Anyway, the idea that we need to stop people overindulging because taxpayers pick up the tab has always seemed more like an argument against public health than an argument for banning junk food. Is a public health system incompatible with individuals making their own choices about what to eat?
These arguments are frequently overblown -- in the case of drinking, the direct costs to the taxpayer are exceeded by the taxes on alcohol. Public health activists argue that obesity and alcohol are ripping dollars out of the Australian economy -- as if we could figure out how much an overweight 50-year-old bank manager could have earned if he ate only salads.

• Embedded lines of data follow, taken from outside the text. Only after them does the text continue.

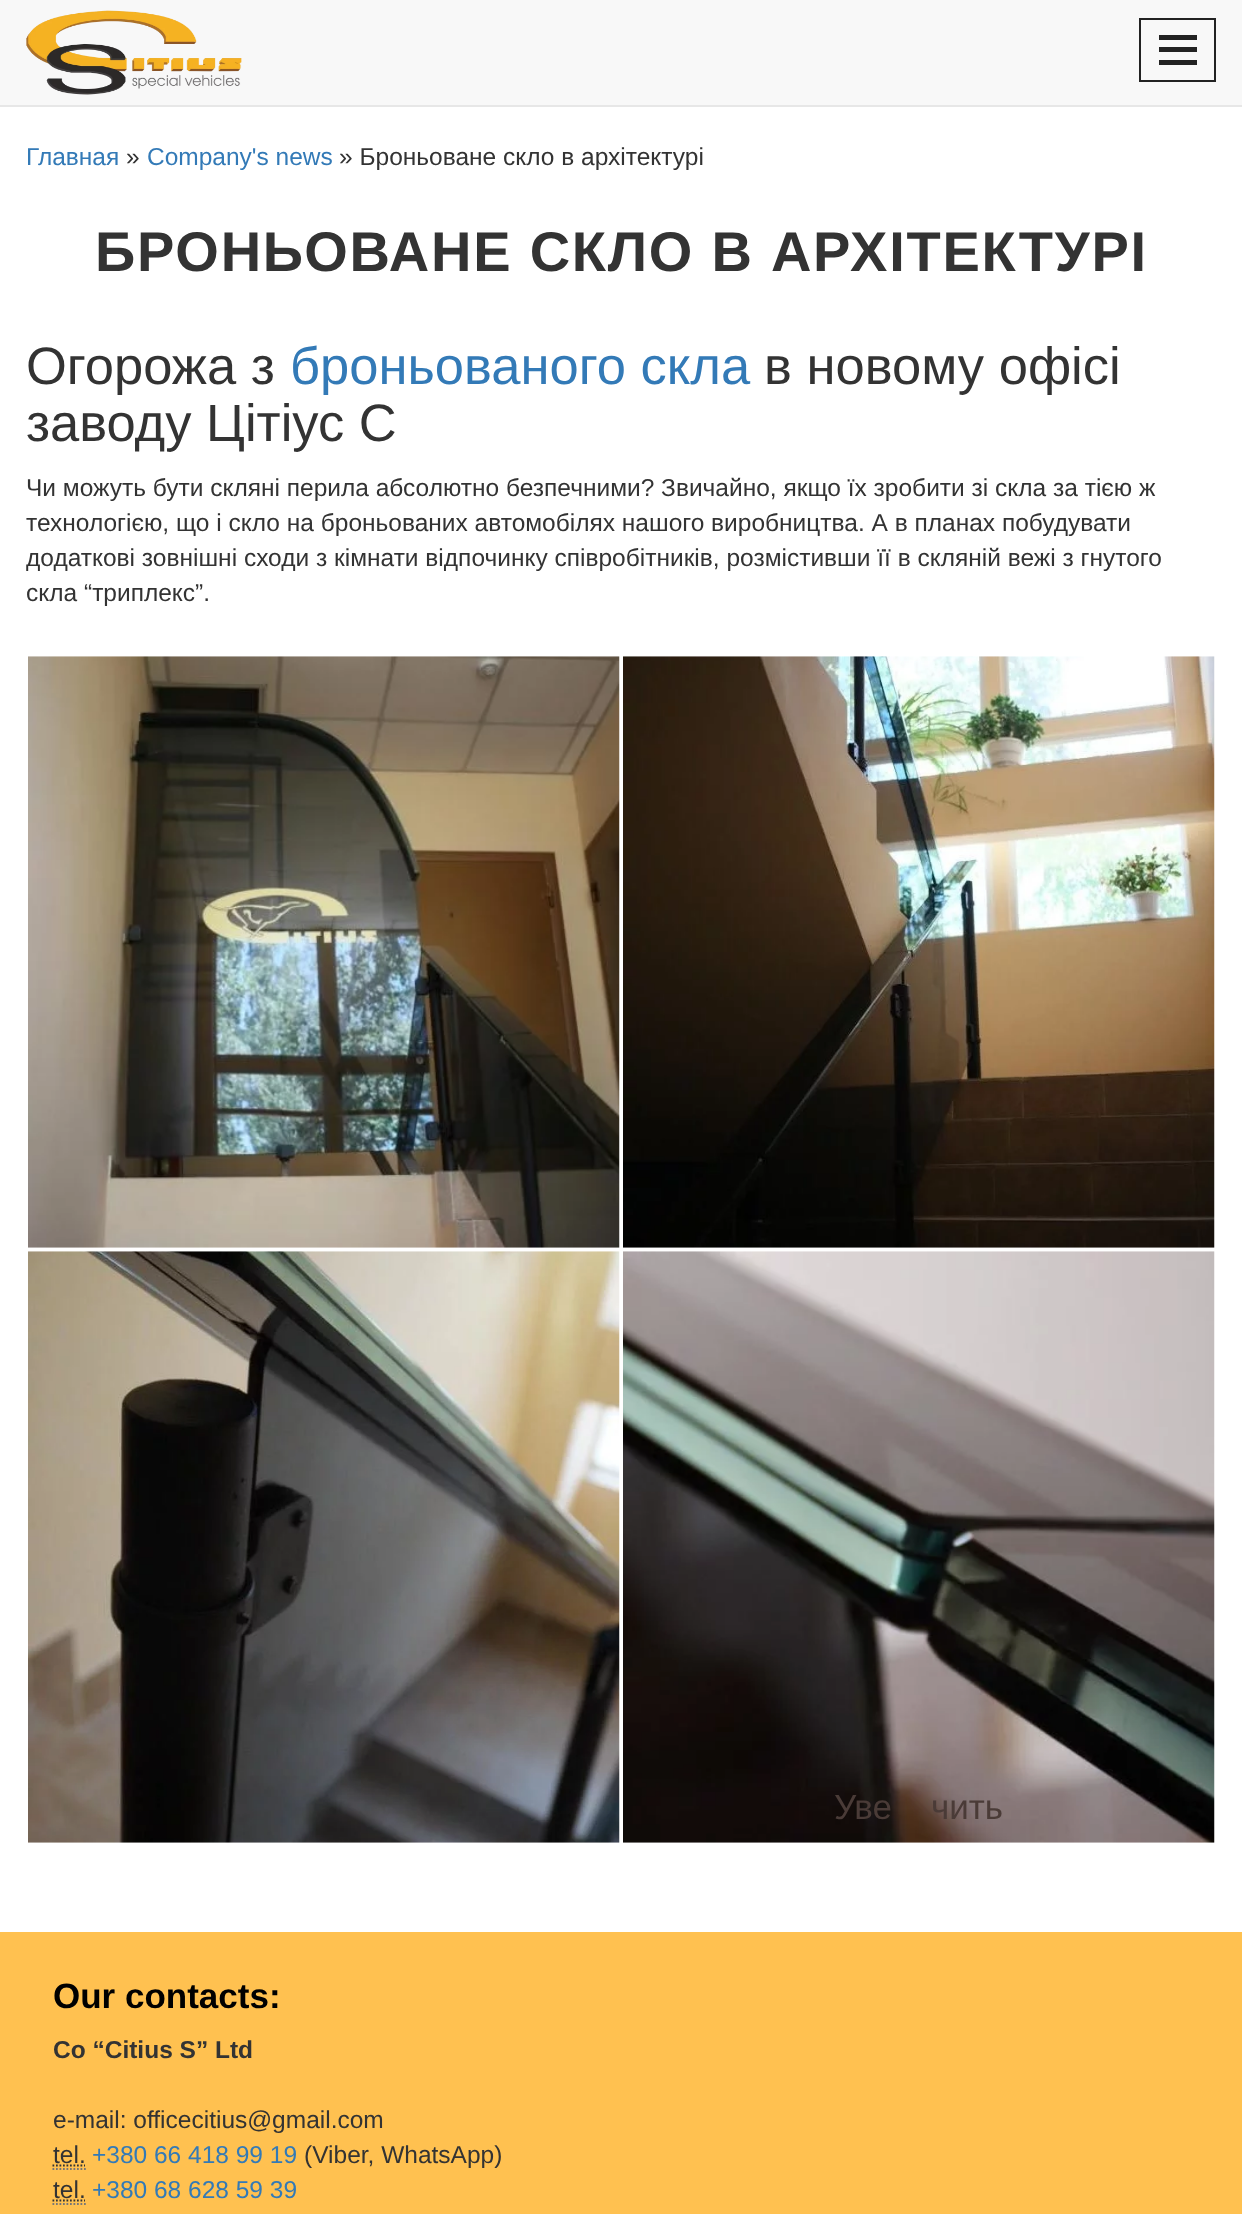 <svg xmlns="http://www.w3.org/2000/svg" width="1242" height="2214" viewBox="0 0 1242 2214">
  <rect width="100%" height="100%" fill="rgb(255,255,255)"/>
  <rect x="0" y="0" width="1242" height="105" fill="rgb(248,248,248)"/>
  <rect x="0" y="105" width="1242" height="2" fill="rgb(231,231,231)"/>
  <image x="26" y="10" width="216" height="85" href="pic1.png"/>
  <rect x="1140" y="19" width="75" height="62" fill="none" stroke="rgb(34,34,34)" stroke-width="2"/>
  <rect x="1159" y="35" width="38" height="5" fill="rgb(34,34,34)"/>
  <rect x="1159" y="47" width="38" height="5" fill="rgb(34,34,34)"/>
  <rect x="1159" y="60" width="38" height="5" fill="rgb(34,34,34)"/>
  <text x="26" y="165" font-family="Liberation Sans" font-size="24.5" fill="rgb(51,122,183)">Главная</text>
  <text x="126" y="165" font-family="Liberation Sans" font-size="24.5" fill="rgb(51,51,51)">»</text>
  <text x="147" y="165" font-family="Liberation Sans" font-size="24.5" fill="rgb(51,122,183)">Company's news</text>
  <text x="339" y="165" font-family="Liberation Sans" font-size="24.5" fill="rgb(51,51,51)">» Броньоване скло в архітектурі</text>
  <text x="95" y="271" font-family="Liberation Sans" font-size="56" font-weight="bold" letter-spacing="1.75" fill="rgb(51,51,51)">БРОНЬОВАНЕ СКЛО В АРХІТЕКТУРІ</text>
  <text x="26" y="384" font-family="Liberation Sans" font-size="52.5" fill="rgb(51,51,51)">Огорожа з</text>
  <text x="290" y="384" font-family="Liberation Sans" font-size="52.5" fill="rgb(51,122,183)">броньованого скла</text>
  <g font-family="Liberation Sans" font-size="52.5" fill="rgb(51,51,51)">
    <text x="764" y="384">в новому офісі</text>
    <text x="26" y="441">заводу Цітіус С</text>
  </g>
  <g font-family="Liberation Sans" font-size="24.5" fill="rgb(51,51,51)">
    <text>
      <tspan x="26" y="496">Чи можуть бути скляні перила абсолютно безпечними? Звичайно, якщо їх зробити зі скла за тією ж</tspan>
      <tspan x="26" y="531">технологією, що і скло на броньованих автомобілях нашого виробництва. А в планах побудувати</tspan>
      <tspan x="26" y="566">додаткові зовнішні сходи з кімнати відпочинку співробітників, розмістивши її в скляній вежі з гнутого</tspan>
      <tspan x="26" y="601">скла “триплекс”.</tspan>
    </text>
  </g>
  <image x="28" y="656" width="592" height="592" href="pic2.png"/>
  <image x="623" y="656" width="592" height="592" href="pic3.png"/>
  <image x="28" y="1251" width="592" height="592" href="pic4.png"/>
  <image x="623" y="1251" width="592" height="592" href="pic5.png"/>
  <g font-family="Liberation Sans" font-size="35" fill="rgb(74,59,55)">
    <text x="834" y="1819">Уве</text>
    <text x="931" y="1819">чить</text>
  </g>
  <rect x="0" y="1932" width="1242" height="282" fill="rgb(255,193,80)"/>
  <text x="53" y="2008" font-family="Liberation Sans" font-size="35" font-weight="bold" fill="rgb(0,0,0)">Our contacts:</text>
  <text x="53" y="2058" font-family="Liberation Sans" font-size="24.5" font-weight="bold" fill="rgb(51,51,51)">Co “Citius S” Ltd</text>
  <g font-family="Liberation Sans" font-size="24.5" fill="rgb(51,51,51)">
    <text>
      <tspan x="53" y="2128">e-mail: officecitius@gmail.com</tspan>
      <tspan x="53" y="2163">tel.</tspan>
    </text>
  </g>
  <path d="M52.5 2169H86" fill="none" stroke="rgb(119,119,119)" stroke-width="1.8" stroke-dasharray="1.75 1.75"/>
  <path d="M52.5 2165.5H85" fill="none" stroke="rgb(51,51,51)" stroke-width="1.8" stroke-dasharray="1.75 1.75"/>
  <text x="92" y="2163" font-family="Liberation Sans" font-size="24.5" fill="rgb(51,122,183)">+380 66 418 99 19</text>
  <g font-family="Liberation Sans" font-size="24.5" fill="rgb(51,51,51)">
    <text x="304" y="2163">(Viber, WhatsApp)</text>
    <text x="53" y="2198">tel.</text>
  </g>
  <path d="M52.5 2204H86" fill="none" stroke="rgb(119,119,119)" stroke-width="1.8" stroke-dasharray="1.75 1.75"/>
  <path d="M52.5 2200.5H85" fill="none" stroke="rgb(51,51,51)" stroke-width="1.8" stroke-dasharray="1.75 1.75"/>
  <text x="92" y="2198" font-family="Liberation Sans" font-size="24.5" fill="rgb(51,122,183)">+380 68 628 59 39</text>
</svg>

If we were all teetotal triathletes with doctorates in pure mathematics, the country's productivity stats would be awesome.
Some of the other "costs" are even less grounded in reality. To derive the $15 billion cost of alcohol, the taskforce adds up things like the cost of policing, property damage, insurance administration, and the lost productivity of those prisoners who may be locked up for crimes committed after drinking a six-pack. They even count the cost of lost household labour, as if instead of relaxing with a glass of wine in the evening everybody should be vacuuming the lounge room.
We can all imagine better choices other people could make. Yes, if the intern hadn't been out till 5am, there wouldn't have been that typo in the annual report. And perhaps instead of going to Friday after-work drinks we could all be inventing stuff. But that doesn't mean we should blame alcohol for the intern's lack of dedication or our lack of time machines.
There are costs incurred by every choice we make. If there weren't costs, they wouldn't be called "choices", they'd just be "things we do". But multiplying ridiculous assumptions in order to arrive at the largest possible number only obscures the real question at hand: is your fondness for cake anyone else's business?
In a savvy political move, the taskforce plans to report back in the new year. No sane government would want to be caught nagging us during our cherished festival of gluttony and inebriation.
So every time you sip your Christmas coldie, a statistician updates a spreadsheet. But don't worry too much about it -- you're having more fun than he is.